2. Select a day this week to observe your team's rituals. Grab your fav notepad and pen and jot down your observations based on the following questions:
A. How does our team start the day? End the day?
B. How do we begin meetings? How do we end meetings?
C. How do we talk about wins (e.g., hitting a sales target, winning new business, solving a customer problem)?
D. How do we acknowledge or celebrate a job well done?
E. What other rituals consistently show up on our team?
2. Once you've captured your observations, take 10 minutes to examine any rituals you've noted.
- In what way does the tone you want to set (see your adjectives in #1) align with your team's rituals?
- In what way does the tone you want to set not align with your team's rituals?

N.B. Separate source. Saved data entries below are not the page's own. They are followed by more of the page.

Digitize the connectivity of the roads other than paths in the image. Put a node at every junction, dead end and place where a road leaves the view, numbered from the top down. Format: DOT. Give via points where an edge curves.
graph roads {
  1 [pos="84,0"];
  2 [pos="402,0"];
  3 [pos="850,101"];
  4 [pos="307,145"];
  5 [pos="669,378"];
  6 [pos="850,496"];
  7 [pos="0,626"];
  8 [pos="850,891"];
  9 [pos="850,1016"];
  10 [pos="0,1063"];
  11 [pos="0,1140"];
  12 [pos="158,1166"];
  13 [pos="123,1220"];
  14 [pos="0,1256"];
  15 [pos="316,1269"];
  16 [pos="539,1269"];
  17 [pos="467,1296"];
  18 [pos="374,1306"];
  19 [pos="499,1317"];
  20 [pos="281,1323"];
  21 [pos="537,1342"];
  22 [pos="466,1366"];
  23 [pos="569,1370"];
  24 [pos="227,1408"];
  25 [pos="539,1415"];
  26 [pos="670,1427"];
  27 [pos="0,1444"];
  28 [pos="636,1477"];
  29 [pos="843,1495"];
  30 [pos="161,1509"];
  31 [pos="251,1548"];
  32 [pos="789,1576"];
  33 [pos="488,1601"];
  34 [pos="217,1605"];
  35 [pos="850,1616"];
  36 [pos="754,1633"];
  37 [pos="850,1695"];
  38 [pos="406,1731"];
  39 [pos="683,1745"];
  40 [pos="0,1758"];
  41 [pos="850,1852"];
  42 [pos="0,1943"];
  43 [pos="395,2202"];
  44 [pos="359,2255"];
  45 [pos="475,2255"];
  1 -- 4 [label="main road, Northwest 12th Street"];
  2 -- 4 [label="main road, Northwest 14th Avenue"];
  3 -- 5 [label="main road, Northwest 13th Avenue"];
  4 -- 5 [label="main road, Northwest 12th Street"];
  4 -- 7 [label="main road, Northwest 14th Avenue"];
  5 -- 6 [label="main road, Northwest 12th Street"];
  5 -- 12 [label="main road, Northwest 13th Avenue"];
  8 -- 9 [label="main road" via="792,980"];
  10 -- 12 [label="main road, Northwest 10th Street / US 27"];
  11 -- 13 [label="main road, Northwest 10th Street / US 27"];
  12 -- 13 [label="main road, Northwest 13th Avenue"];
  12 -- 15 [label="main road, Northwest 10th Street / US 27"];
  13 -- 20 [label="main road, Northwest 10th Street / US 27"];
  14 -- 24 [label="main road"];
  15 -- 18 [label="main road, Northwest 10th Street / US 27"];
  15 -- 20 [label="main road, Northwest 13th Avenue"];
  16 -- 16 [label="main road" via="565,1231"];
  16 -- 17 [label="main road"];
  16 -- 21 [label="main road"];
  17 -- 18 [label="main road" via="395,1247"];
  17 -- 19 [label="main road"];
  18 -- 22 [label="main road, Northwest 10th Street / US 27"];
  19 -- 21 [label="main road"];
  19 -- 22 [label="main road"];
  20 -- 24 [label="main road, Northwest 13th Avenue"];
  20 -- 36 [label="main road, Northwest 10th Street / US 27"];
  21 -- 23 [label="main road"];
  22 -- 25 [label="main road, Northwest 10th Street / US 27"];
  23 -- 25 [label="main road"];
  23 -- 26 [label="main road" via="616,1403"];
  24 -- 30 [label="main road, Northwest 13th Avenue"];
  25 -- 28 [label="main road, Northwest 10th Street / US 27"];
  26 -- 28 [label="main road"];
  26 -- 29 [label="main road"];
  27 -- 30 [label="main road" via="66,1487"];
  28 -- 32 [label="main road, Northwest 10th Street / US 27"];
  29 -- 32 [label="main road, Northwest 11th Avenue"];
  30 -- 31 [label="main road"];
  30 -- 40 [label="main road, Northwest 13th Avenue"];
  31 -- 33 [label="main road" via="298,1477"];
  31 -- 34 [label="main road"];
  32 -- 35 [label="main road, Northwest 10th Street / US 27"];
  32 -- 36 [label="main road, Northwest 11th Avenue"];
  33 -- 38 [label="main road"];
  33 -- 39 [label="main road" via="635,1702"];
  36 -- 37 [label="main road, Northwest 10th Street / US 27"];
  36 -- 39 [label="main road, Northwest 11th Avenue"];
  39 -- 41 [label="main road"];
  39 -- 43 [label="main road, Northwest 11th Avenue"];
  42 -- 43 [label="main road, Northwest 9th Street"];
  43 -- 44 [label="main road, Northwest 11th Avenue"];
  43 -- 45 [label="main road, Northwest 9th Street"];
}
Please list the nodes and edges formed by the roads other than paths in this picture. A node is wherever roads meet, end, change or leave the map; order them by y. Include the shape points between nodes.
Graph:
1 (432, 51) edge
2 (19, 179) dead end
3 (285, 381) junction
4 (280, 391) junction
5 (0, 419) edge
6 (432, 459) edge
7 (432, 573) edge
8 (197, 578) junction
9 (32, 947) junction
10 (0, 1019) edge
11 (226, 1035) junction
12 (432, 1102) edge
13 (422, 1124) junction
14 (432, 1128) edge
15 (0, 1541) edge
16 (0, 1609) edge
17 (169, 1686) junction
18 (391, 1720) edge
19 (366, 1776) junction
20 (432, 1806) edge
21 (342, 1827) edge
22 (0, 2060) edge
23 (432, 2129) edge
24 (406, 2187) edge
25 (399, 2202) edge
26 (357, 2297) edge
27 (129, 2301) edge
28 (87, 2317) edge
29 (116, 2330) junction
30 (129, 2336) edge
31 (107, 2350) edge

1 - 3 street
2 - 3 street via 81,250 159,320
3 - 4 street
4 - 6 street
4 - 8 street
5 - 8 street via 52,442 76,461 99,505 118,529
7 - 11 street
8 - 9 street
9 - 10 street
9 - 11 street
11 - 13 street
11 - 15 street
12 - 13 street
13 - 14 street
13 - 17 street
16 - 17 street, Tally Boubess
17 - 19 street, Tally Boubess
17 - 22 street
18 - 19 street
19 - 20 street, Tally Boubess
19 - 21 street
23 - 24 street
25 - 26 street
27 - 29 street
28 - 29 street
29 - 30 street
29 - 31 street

3. For the second question in #2, what might be a new ritual you can put in place to better align with your intended tone? Here's some inspiration from other companies:
- OXO has an entire wall where lost gloves are hung to remind their team of all the different types of hands they must design their products for.
-At Southwest's HQ employees gather on the roof for Monday afternoon landing parties where they have drinks, watch Southwest planes land at the nearby airport, and rate each pilot's performance.
- At Starbucks new retail hires are "required to taste and document their reactions to all the coffee blends on offer at Starbucks" in order to show how important it is to know the product.
4. For the ritual you identified in #3, consider your time horizon. Is this the kind of ritual that will be important for just the next quarter or does it have longer term implications? If it has longer term implications consider how this tradition might support your team's growth in 6 months, 1 year, and 5 years down the road.